* _TASK DESCRIPTION_
In the listing below, count each line containing "Indongo" and answer with the count only.

____ EXCERPTED RECORDS

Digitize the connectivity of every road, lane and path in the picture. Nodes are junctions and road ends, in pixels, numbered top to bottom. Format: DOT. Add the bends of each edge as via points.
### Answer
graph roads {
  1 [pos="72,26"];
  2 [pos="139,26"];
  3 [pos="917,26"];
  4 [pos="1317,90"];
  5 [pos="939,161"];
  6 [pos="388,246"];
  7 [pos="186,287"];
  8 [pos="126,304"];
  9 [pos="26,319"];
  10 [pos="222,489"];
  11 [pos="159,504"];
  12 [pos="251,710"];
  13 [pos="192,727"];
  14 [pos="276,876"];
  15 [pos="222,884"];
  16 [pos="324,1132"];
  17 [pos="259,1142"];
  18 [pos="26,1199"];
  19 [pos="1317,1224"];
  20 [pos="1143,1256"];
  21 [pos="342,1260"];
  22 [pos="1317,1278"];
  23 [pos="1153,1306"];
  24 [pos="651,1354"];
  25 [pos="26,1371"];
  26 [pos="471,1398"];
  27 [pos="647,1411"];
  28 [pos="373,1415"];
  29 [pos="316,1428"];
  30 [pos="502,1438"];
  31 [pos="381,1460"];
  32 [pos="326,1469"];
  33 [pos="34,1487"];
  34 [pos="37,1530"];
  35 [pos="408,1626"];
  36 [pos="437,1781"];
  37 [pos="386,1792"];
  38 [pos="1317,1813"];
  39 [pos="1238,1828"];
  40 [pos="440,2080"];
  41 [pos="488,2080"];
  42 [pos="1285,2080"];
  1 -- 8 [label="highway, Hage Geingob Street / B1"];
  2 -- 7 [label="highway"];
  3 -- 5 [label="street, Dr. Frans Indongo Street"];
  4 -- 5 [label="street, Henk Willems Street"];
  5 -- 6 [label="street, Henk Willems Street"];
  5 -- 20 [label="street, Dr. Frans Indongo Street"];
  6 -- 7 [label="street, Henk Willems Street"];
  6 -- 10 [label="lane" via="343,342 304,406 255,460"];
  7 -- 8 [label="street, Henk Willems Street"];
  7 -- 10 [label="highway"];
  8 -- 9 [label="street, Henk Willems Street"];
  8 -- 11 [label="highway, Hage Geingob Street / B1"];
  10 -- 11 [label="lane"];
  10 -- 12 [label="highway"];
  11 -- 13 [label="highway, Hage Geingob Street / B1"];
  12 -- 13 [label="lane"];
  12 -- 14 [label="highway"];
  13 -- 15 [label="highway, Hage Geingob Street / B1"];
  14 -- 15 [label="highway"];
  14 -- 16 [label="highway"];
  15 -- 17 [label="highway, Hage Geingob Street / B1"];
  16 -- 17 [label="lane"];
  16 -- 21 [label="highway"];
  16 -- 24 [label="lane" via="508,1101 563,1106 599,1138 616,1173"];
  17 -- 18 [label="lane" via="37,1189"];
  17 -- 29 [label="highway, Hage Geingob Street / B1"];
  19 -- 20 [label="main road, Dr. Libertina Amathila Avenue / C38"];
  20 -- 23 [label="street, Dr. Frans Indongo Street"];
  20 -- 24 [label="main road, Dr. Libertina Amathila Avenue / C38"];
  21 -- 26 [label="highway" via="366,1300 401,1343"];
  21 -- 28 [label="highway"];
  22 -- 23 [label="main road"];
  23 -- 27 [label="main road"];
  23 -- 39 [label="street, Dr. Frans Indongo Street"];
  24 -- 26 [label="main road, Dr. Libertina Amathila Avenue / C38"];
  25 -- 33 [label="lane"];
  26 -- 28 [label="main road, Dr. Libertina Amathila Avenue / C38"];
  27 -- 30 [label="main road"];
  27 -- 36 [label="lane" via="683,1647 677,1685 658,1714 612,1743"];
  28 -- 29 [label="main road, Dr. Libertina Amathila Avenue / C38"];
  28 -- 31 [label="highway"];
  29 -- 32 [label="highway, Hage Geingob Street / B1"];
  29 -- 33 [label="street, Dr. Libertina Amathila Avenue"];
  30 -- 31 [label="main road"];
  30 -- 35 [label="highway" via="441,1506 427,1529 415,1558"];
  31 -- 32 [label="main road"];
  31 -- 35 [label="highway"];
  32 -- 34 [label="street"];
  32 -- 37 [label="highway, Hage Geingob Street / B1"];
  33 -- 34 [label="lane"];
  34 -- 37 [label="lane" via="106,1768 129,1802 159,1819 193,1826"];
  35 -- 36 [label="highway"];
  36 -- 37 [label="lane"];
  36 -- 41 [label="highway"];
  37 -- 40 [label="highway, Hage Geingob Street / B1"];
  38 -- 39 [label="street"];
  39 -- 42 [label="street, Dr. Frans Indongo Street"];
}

________

* _RESULT FOR THIS EXERCISE_
5